━━━ Raw data
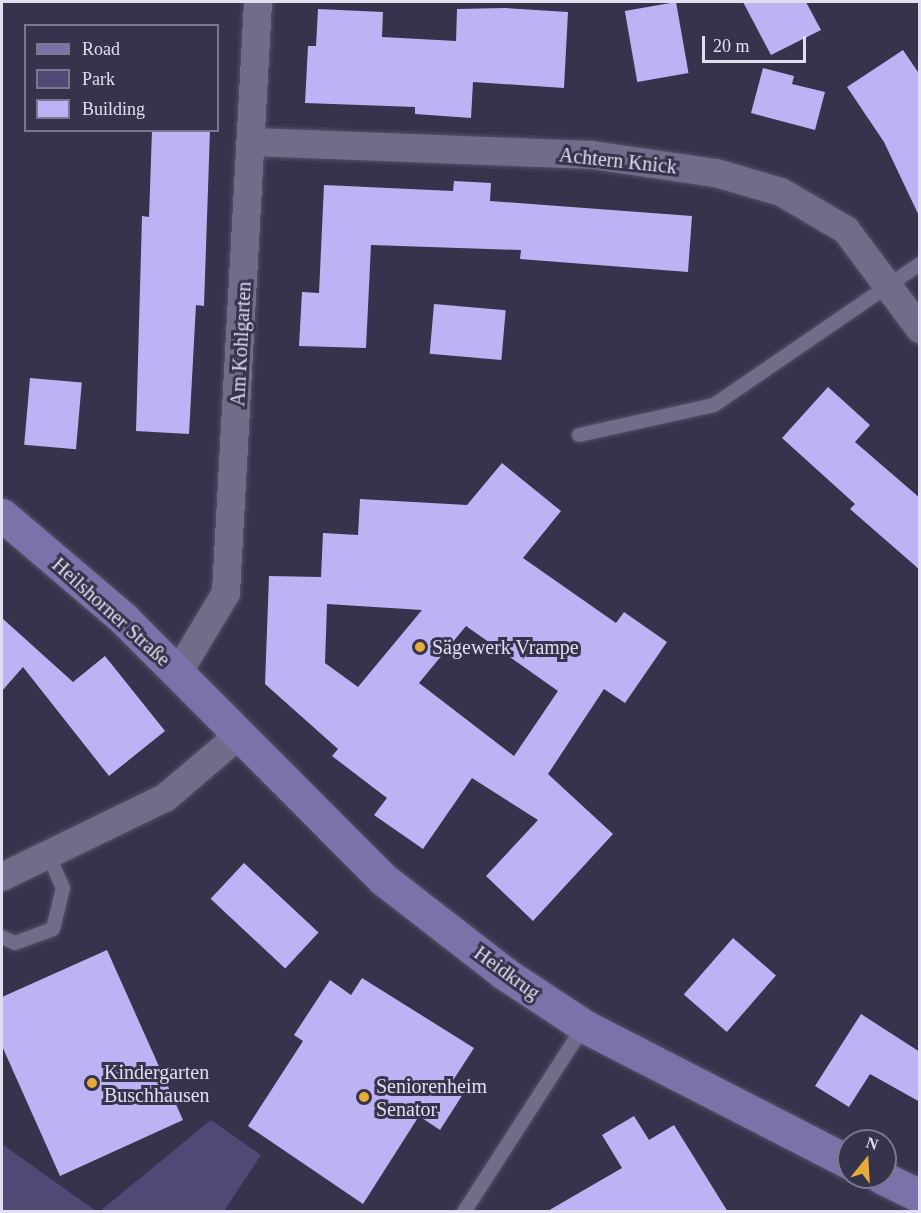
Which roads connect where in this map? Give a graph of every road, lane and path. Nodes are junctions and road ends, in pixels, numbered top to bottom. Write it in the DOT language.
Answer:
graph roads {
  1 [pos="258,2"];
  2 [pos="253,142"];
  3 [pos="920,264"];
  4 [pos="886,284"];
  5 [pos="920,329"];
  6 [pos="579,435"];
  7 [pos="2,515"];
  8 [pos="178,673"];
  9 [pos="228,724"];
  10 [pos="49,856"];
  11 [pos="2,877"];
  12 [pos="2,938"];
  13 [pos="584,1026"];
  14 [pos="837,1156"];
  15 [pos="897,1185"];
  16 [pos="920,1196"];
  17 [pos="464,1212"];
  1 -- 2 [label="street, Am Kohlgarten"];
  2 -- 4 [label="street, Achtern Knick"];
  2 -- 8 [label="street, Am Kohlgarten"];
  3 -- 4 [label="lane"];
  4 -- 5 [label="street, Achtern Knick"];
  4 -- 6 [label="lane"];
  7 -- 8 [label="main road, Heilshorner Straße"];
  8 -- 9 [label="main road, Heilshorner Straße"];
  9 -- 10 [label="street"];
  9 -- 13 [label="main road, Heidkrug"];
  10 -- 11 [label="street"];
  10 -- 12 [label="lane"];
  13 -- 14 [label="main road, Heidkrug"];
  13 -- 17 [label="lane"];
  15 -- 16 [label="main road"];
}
━━━━━━
When you copy the data, keep every line exact and leave out each picture.

== Task solution ==
Which roads connect where in this map? Give a graph of every road, lane and path. Nodes are junctions and road ends, in pixels, numbered top to bottom. Write it in the DOT language.
Answer:
graph roads {
  1 [pos="258,2"];
  2 [pos="253,142"];
  3 [pos="920,264"];
  4 [pos="886,284"];
  5 [pos="920,329"];
  6 [pos="579,435"];
  7 [pos="2,515"];
  8 [pos="178,673"];
  9 [pos="228,724"];
  10 [pos="49,856"];
  11 [pos="2,877"];
  12 [pos="2,938"];
  13 [pos="584,1026"];
  14 [pos="837,1156"];
  15 [pos="897,1185"];
  16 [pos="920,1196"];
  17 [pos="464,1212"];
  1 -- 2 [label="street, Am Kohlgarten"];
  2 -- 4 [label="street, Achtern Knick"];
  2 -- 8 [label="street, Am Kohlgarten"];
  3 -- 4 [label="lane"];
  4 -- 5 [label="street, Achtern Knick"];
  4 -- 6 [label="lane"];
  7 -- 8 [label="main road, Heilshorner Straße"];
  8 -- 9 [label="main road, Heilshorner Straße"];
  9 -- 10 [label="street"];
  9 -- 13 [label="main road, Heidkrug"];
  10 -- 11 [label="street"];
  10 -- 12 [label="lane"];
  13 -- 14 [label="main road, Heidkrug"];
  13 -- 17 [label="lane"];
  15 -- 16 [label="main road"];
}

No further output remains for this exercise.